- [AIM OF THE EXERCISE] Please restate each line of the data that follows word for word, skipping any image.

Excerpts from a dataset
★ ★ ★ ★

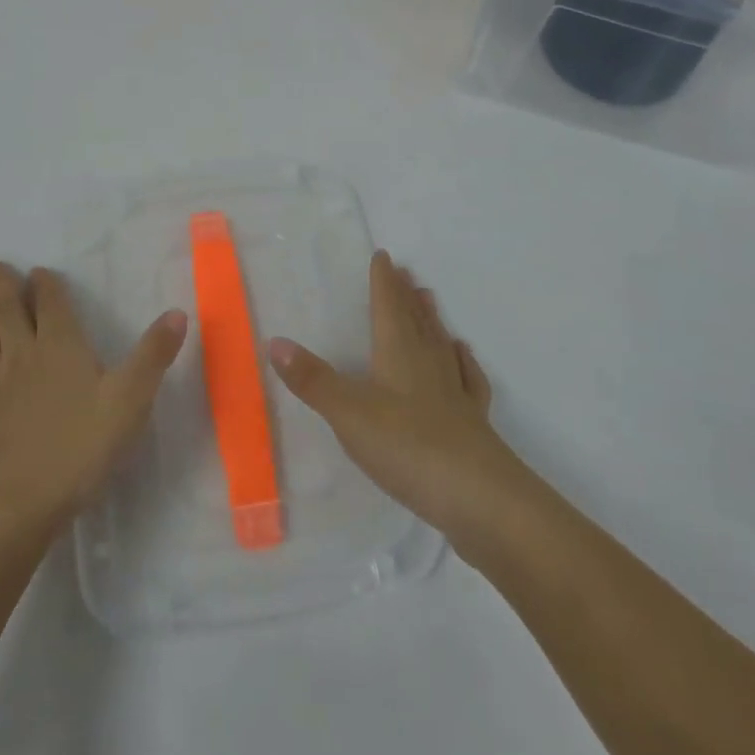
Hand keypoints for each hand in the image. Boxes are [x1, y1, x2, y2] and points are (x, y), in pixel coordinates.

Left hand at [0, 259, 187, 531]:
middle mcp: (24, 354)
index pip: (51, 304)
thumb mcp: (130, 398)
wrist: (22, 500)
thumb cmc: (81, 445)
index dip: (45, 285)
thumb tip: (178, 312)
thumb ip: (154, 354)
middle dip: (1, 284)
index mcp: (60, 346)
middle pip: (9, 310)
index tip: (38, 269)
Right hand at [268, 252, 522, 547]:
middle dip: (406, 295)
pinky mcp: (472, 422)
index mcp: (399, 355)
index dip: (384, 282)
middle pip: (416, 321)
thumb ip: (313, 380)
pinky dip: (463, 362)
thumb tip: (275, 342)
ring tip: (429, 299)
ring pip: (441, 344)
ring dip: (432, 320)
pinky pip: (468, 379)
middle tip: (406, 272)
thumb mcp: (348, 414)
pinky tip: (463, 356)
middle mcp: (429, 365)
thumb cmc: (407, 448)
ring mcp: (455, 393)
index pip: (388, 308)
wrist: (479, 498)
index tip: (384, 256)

★ ★ ★ ★

- [RESPONSE TO THIS TASK]
Hand keypoints for each hand in the image. Boxes are [x1, y1, x2, y2] and points are (x, y), in pixel coordinates.

Left hand at [0, 259, 187, 531]:
middle mcp: (24, 354)
index pip: (51, 304)
thumb mcp: (130, 398)
wrist: (22, 500)
thumb cmc: (81, 445)
index dip: (45, 285)
thumb tip: (178, 312)
thumb ip: (154, 354)
middle dip: (1, 284)
index mcp: (60, 346)
middle pip: (9, 310)
index tip: (38, 269)
Right hand at [268, 252, 522, 547]:
middle dip: (406, 295)
pinky mcp: (472, 422)
index mcp: (399, 355)
index dip: (384, 282)
middle pip: (416, 321)
thumb ip: (313, 380)
pinky dip: (463, 362)
thumb tip: (275, 342)
ring tip: (429, 299)
ring pip: (441, 344)
ring dip: (432, 320)
pinky pip: (468, 379)
middle tip: (406, 272)
thumb mcp: (348, 414)
pinky tip: (463, 356)
middle mcp: (429, 365)
thumb cmc: (407, 448)
ring mcp: (455, 393)
index pip: (388, 308)
wrist: (479, 498)
index tip: (384, 256)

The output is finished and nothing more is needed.